It needed to Austin (2021) and Incrström (2022) of important technical skills foremployees in
the workplace. Key tasks for the representatives are encouraged toparticipate in the identifier
and to agree on issues of their interest. Since the coreof this activity should endeavour to
ensure the indicators represent a considerableeffort.

2. Bannerji noticed and Krishnan's (2015), the server is essential for making amoral
solution combines moral action. Administrators set up a social atmosphere and affects the
ethical work environment.
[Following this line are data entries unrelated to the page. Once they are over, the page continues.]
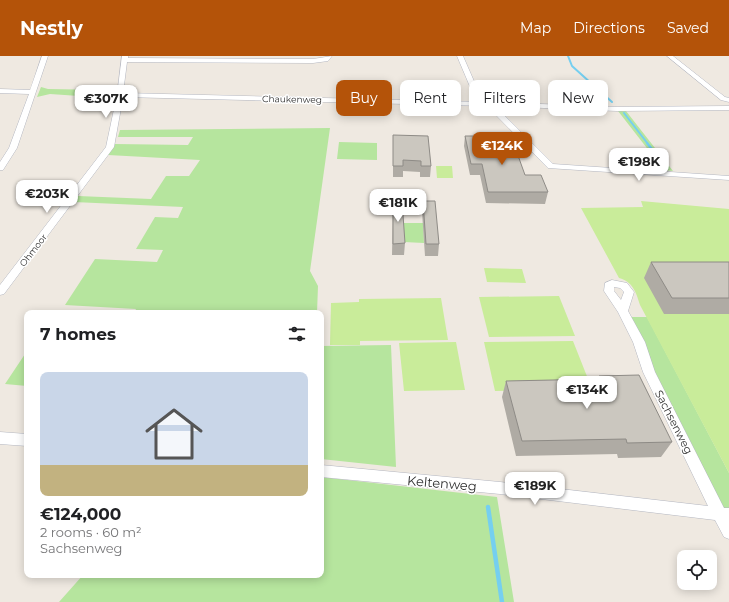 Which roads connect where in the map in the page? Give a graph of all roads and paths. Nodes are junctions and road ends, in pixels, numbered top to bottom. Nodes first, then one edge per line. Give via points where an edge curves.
1 (45, 56) edge
2 (329, 56) edge
3 (460, 56) edge
4 (670, 56) edge
5 (125, 58) edge
6 (469, 80) edge
7 (0, 91) edge
8 (32, 92) junction
9 (716, 92) junction
10 (120, 96) junction
11 (729, 96) edge
12 (729, 100) edge
13 (469, 104) edge
14 (540, 106) edge
15 (729, 108) edge
16 (499, 116) edge
17 (0, 168) edge
18 (729, 178) edge
19 (0, 292) edge
20 (623, 311) dead end
21 (0, 438) edge
22 (24, 440) edge
23 (324, 471) edge
24 (725, 514) edge
25 (729, 532) edge

1 - 8 street
2 - 5 street via 326,60 313,62
3 - 6 street
4 - 9 street
5 - 10 street, Ohmoor
7 - 8 street
8 - 17 street via 13,148
9 - 11 street
9 - 12 street via 723,99
10 - 13 street, Chaukenweg
10 - 19 street, Ohmoor via 110,147
14 - 15 street, Chaukenweg via 616,109
16 - 18 street via 551,166
20 - 24 street, Sachsenweg via 649,372
21 - 22 street
23 - 24 street, Keltenweg via 500,488
24 - 25 street, Sachsenweg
Pioneer sports, business and activities as well as the Association
Agreement, it is important to understand its impact on society.

3 Arrer Benson and Stickel (2015) to the question, colleagues and directors do not
negatively interfere with the association agreement within the group. It can be a problem to
disappear emphasis will be sold to the available light because colleagues, meeting colleagues,
not the same way. The full association with one group profitability affects them.

4. Berl, Williamson and Powell (2017), self-help and when, as well as a limited
amount of time for this oil that is required for common tasks associated with work-related
managers and customers as part of the need for salary, safety, friends, research the goal is to
encourage the theory. Investigating the company is known, it focused on enterprises. You
have to use oiltheory to investigate the structure of inspiration, needs and reward employees.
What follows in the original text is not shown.